I was one of three left standing—one competitor and one alternate would advance—and my word was “ocean.” To this day, I vividly remember the embarrassment I felt when, even though I knew good and well how that word was spelled, the letters “o-s-h-u-n” came out of my mouth. While the two remaining students continued spelling to determine who would be in the spelling bee and who would be the alternate, I sat back down at my desk, stared at my clasped hands, and tried to keep the blood from rushing to my cheeks by sheer force of will.

As I sat there halfway listening to the goings-on around me, I rationalized my mistake by saying to myself, “the way I spelled that word makes logical sense, even more than the correct spelling.” However, traumatized young Lauren became determined to never feel ashamed of incorrect spelling again. Even now, whenever I realize that there is a typo in a tweet or Facebook post, I feel compelled go back and fix it, or I even sometimes delete the comment altogether.
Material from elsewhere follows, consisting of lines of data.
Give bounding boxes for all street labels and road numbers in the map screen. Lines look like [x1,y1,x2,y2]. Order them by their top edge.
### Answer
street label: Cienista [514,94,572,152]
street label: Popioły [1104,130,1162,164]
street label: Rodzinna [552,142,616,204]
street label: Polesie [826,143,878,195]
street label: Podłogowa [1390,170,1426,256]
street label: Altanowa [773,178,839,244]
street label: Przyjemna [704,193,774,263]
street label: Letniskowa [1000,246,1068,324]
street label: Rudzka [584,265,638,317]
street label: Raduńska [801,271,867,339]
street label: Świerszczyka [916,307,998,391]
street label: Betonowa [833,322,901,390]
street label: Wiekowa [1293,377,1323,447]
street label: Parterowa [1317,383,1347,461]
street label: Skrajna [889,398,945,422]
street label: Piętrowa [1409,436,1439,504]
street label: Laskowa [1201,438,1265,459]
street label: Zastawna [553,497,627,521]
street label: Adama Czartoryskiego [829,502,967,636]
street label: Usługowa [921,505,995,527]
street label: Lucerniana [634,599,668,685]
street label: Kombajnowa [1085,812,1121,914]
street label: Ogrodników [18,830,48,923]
I find myself saying “i before e except after c” to myself multiple times a day, and I’m always THAT person who will correct social media acquaintances on the uses of your/you’re, two/to/too, or their/their/they’re even though I probably shouldn’t. I’ve taken enough grammar and language classes to know that standardized spelling is a relatively recent development in recorded history, but I still can’t seem to get past my so-called spelling anxiety.

I promise I don’t think about this topic obsessively, but I may or may not have been scrolling through Twitter one day in the not-so-distant past to avoid doing my schoolwork when I got lost in a maze of consecutive pages and found Scottish Twitter. Seeing the use of technically incorrect spelling to reflect regional dialects in this forum was extremely thought-provoking, and it ultimately prompted me to reflect on the evolving conventions of the English language.
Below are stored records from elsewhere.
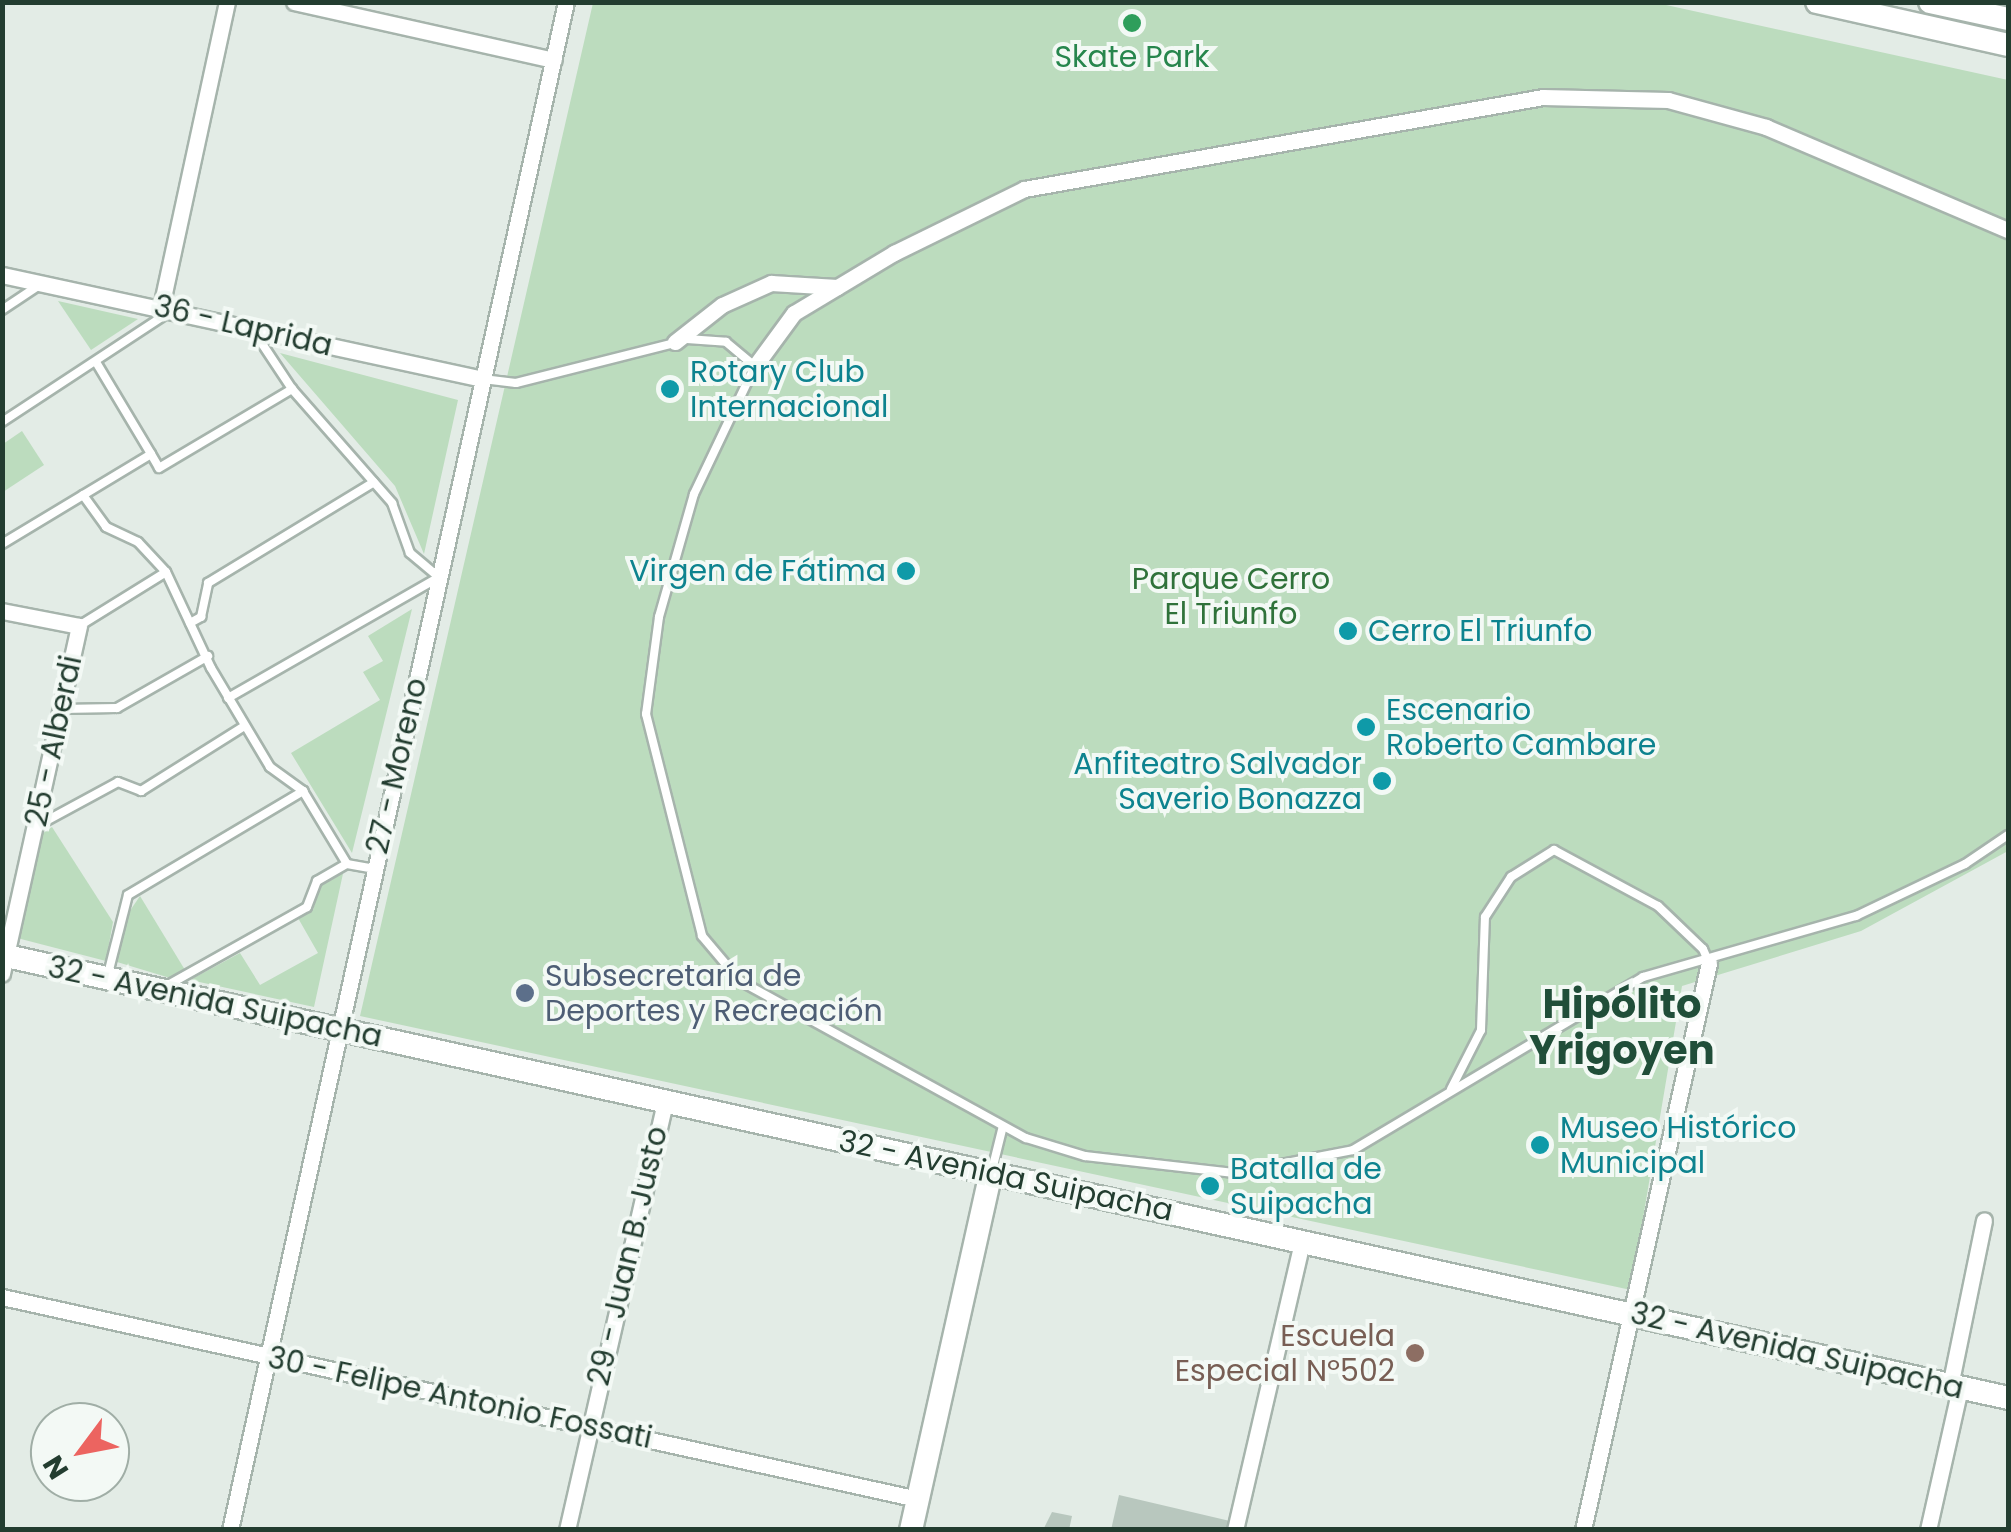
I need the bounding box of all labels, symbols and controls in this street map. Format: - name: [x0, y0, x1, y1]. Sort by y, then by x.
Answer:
- marker: Skate Park: [1121, 12, 1143, 34]
- place label: Skate Park: [1054, 39, 1210, 75]
- street label: 36 - Laprida: [150, 288, 336, 364]
- place label: Rotary Club Internacional: [690, 354, 888, 424]
- marker: Rotary Club Internacional: [659, 378, 681, 400]
- place label: Virgen de Fátima: [629, 553, 886, 589]
- marker: Virgen de Fátima: [895, 560, 917, 582]
- park label: Parque Cerro El Triunfo: [1132, 561, 1330, 632]
- place label: Cerro El Triunfo: [1368, 613, 1592, 649]
- marker: Cerro El Triunfo: [1337, 620, 1359, 642]
- street label: 25 - Alberdi: [18, 652, 90, 830]
- street label: 27 - Moreno: [359, 675, 435, 857]
- place label: Escenario Roberto Cambare: [1386, 692, 1656, 762]
- marker: Escenario Roberto Cambare: [1355, 716, 1377, 738]
- place label: Anfiteatro Salvador Saverio Bonazza: [1073, 746, 1362, 816]
- marker: Anfiteatro Salvador Saverio Bonazza: [1371, 770, 1393, 792]
- street label: 32 - Avenida Suipacha: [45, 949, 385, 1055]
- place label: Subsecretaría de Deportes y Recreación: [545, 958, 883, 1028]
- district label: Hipólito Yrigoyen: [1529, 980, 1715, 1074]
- marker: Subsecretaría de Deportes y Recreación: [514, 982, 536, 1004]
- place label: Museo Histórico Municipal: [1560, 1110, 1796, 1180]
- street label: 29 - Juan B. Justo: [581, 1123, 675, 1389]
- street label: 32 - Avenida Suipacha: [836, 1123, 1176, 1229]
- marker: Museo Histórico Municipal: [1529, 1134, 1551, 1156]
- place label: Batalla de Suipacha: [1230, 1151, 1382, 1222]
- marker: Batalla de Suipacha: [1199, 1175, 1221, 1197]
- street label: 32 - Avenida Suipacha: [1627, 1295, 1967, 1407]
- place label: Escuela Especial Nº502: [1175, 1318, 1395, 1388]
- street label: 30 - Felipe Antonio Fossati: [265, 1340, 655, 1456]
- marker: Escuela Especial Nº502: [1404, 1342, 1426, 1364]
- north arrow: [30, 1402, 130, 1502]
- text: N: [34, 1448, 78, 1486]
It is, perhaps, common knowledge that the spelling reform of Noah Webster’s dictionary effectively differentiated American English from its British counterpart in the years following the Revolutionary War. In his attempt to simplify English spelling by removing double or silent letters, words like colour, honour, flavour, and mould became color, honor, flavor and mold; publick and musick became public and music; travelled and cancelled became traveled and canceled; programme became program; defence, offence, and pretence became defense, offense, and pretense; organise became organize; theatre and centre became theater and center; and cheque became check, to name a few.

However, not all of the suggested new spellings ended up sticking. Webster also proposed “masheen” for “machine” and “ake” for “ache.” Benjamin Franklin wanted to change “alphabet” to “alfabet.” Theodore Roosevelt suggested that “kissed” should be spelled “kist.” George Bernard Shaw even advocated for removing apostrophes from contractions—for example, “don’t” would be “dont.”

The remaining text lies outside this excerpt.